Permission to operate had to be sought in the High Court and the judge ruled in favour of the doctors over the objections of the parents. As Catholics, their paramount belief in this case is in the sanctity of life - in particular the lives of Jodie and Mary equally, regardless of their respective strengths and life- chances - and that nature (or, in religious terms, the will of God) should take its course without further human interference. One medical opinion was that Mary was not a person at all but a monstrous parasitic "growth" on the body of the single potentially healthy baby, Jodie (one would then have to call her "Mary"). The parents appealed against the judgment, and the court ordered a further medical examination and report. As I write, no final decision has yet been made.

It is chilling to realise that the criminal law comes into this. One of the appeal judges said: "The moment the knife goes into that united body, it touches the body of unhappy little Mary. It is in that second an assault. You fiddle about, rearrange the plumbing. An hour later you cut off the blood supply to Mary. You cannot pretend that that is not actively assaulting her integrity. For what justification? None of hers." He went on to say that those with parental responsibility could arguably be guilty of manslaughter of Jodie if they did not act but guilty of manslaughter of Mary if they allowed the separation.

A QC on behalf of the doctors said that if there is a "lawful way" of performing the operation, the case for performing it in Jodie's interests is "overwhelming". Regarding the "best interests" of Mary, "We say that there are no best interests of preserving what is unfortunately a futile life." This states the dilemma with harsh realism, giving the operation the aspect of euthanasia performed on "Mary".

It has been argued on the one hand that Jodie could live a "useful" life "on her own," and on the other that she could be severely and permanently disabled - unable to walk, doubly incontinent etc. But this is not certain, and does it need to be said that many disabled people enjoy life and live it to the full?

The Archbishop of Westminster, head of the Roman Catholic church in England, has pleaded strongly that Jodie and Mary should be allowed to die if that is God's will. Liberal newspapers generally take the same line, not on religious grounds but based on the right of the parents to decide.
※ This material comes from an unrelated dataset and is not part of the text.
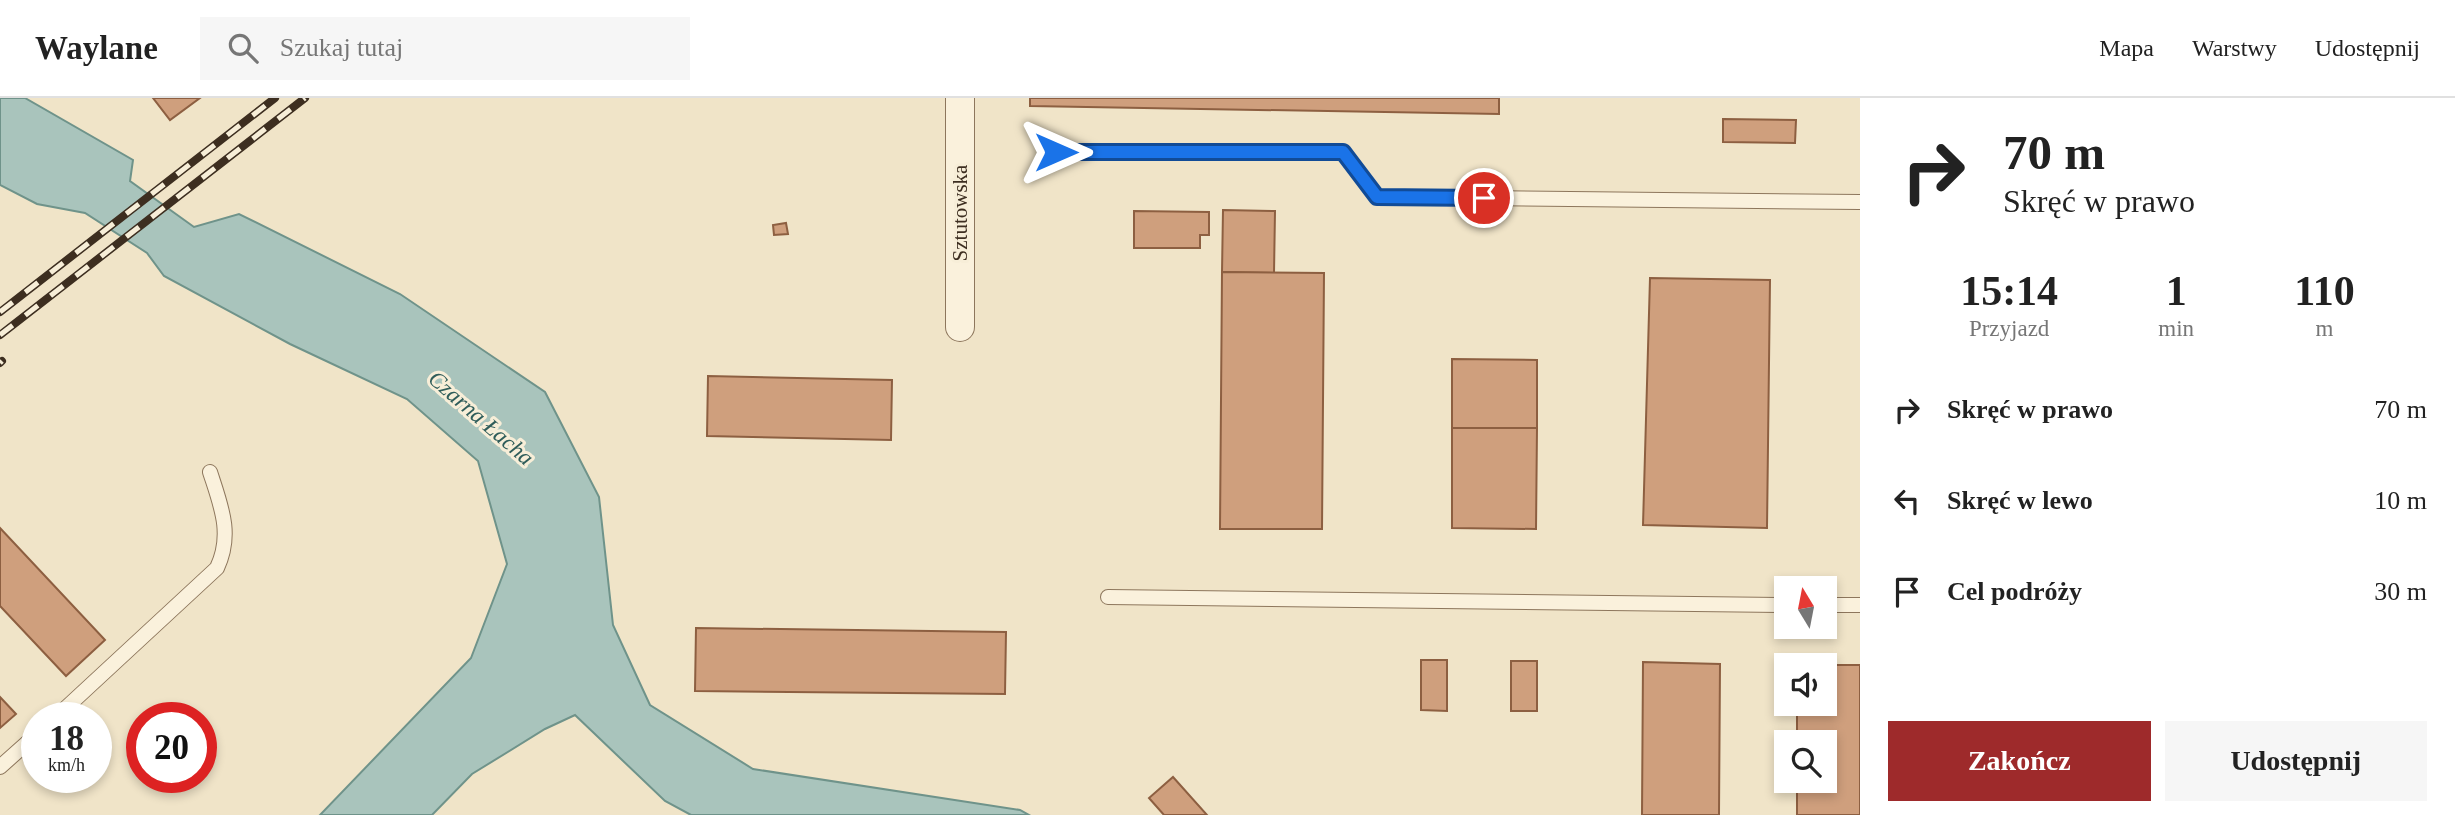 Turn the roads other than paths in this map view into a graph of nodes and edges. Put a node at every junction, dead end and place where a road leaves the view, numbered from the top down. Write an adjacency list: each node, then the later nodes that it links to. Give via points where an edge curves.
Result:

But what if they do not die, but manage to thrive physically? - for it is likely that if separation is ruled out, the doctors will be obliged to make every effort to keep them alive. The horror of Jodie eventually wakening to her conjoined state and having to live with it indefinitely hardly bears thinking about.By the time this article appears the legal/medical outcome will be known. The moral conundrum will be no greater or less then than now.